We were able to get a better OCR output using the open source Tesseract . Even if we had to perform extra processing, the end result is comparable to Commercial softwares.

 

A sample of output obtained is compared in the table given below.


5 Comments for this entry

Dan G
May 26th, 2013 on 2:25 pm

Very nice article!
I’m looking to do large-scale OCR on thousands of JPEG scans of varying print quality, and this is exactly the kind of info I was looking for.
What I’m interested in knowing is if you found any one algorithm consistently more successful than the others? And which were the parameters of textcleaner that made more difference?
Because I have to automate tens of thousands of scans, I can’t do any manual string extraction to feed into REGEX matching. Of course I could use a dictionary for REGEX matches, leading to more complex, fuzzy solutions….
Any more advice (or code) appreciated!

    admin
    May 27th, 2013 on 10:34 am

    In our case, the answer was not a single option, but we had to use different options and use a test case to pick up the right option. So, it was like trial and error, for each input!
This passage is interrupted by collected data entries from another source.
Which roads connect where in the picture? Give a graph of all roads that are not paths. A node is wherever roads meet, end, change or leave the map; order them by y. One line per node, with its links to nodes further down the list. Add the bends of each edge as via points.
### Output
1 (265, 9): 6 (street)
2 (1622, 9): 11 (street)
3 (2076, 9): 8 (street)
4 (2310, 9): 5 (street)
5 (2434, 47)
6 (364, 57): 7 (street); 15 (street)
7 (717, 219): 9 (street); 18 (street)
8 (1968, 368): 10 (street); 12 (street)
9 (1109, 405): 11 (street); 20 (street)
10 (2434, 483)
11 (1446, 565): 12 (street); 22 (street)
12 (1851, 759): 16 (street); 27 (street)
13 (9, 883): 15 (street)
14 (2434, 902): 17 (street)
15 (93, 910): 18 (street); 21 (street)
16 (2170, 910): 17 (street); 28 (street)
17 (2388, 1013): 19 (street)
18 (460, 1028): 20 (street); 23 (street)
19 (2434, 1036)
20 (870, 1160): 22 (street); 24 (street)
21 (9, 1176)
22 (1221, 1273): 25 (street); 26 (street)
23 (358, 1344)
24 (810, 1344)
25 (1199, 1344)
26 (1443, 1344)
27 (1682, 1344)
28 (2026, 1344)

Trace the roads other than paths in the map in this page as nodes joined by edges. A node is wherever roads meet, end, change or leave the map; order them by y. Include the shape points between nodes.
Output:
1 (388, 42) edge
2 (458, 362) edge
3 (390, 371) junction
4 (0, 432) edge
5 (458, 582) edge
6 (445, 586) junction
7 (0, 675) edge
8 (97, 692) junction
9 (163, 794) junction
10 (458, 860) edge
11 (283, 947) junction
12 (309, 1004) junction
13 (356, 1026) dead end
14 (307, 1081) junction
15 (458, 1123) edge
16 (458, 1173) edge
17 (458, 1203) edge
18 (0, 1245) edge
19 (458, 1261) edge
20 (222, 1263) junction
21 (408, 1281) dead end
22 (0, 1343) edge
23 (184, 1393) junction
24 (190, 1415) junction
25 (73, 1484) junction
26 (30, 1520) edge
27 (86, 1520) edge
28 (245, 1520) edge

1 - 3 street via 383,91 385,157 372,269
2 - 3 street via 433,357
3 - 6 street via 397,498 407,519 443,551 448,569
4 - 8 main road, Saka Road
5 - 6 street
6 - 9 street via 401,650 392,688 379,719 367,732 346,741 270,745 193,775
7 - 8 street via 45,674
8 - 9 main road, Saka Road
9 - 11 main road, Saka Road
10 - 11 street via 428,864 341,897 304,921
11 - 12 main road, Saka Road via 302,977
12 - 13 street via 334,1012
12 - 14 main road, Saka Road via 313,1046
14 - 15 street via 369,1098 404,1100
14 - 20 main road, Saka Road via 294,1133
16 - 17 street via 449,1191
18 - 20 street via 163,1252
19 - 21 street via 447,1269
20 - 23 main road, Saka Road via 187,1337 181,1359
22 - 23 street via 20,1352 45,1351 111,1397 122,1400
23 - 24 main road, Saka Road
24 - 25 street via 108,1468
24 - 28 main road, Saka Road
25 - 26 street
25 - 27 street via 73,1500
    The main thing we did is set the filter option in textcleaner. For every images we run filter value varying from 10 to 100 in addition of 10′s. No single parameter helped, in our case, as we were picking different values form different images. But using these options, we generated enough samples to pick the best ones.

Dan G
May 29th, 2013 on 3:53 pm

Thanks for the response.
I will try the -f 10,20,30…100 as you suggest – and then I will do a round of tests using algorithm 1,2 and 3 from your article – and pick the algorithm which best represents what a human would choose most often. I will then apply that algorithm choice (1,2,3) to the full set of tens of thousands of docs.
Probably it will not be the ideal algorithm in every single case – but it will probably be a lot better than the default Tesseract output in many cases.

(One other thing I was thinking about was applying some fuzzy regex matching to correct mis-spellings or at least give options …. but that’s another problem ;)

sumeet
December 20th, 2013 on 2:30 pm

Can you please provide me sample code(in context of android or java) of above pre-processing.

Nicholas Henry
January 21st, 2014 on 8:22 pm

Very helpful information! Did you vary the filter parameter, or were there other parameters such as sharpamt or bluramt that you found helpful? Thank you for sharing.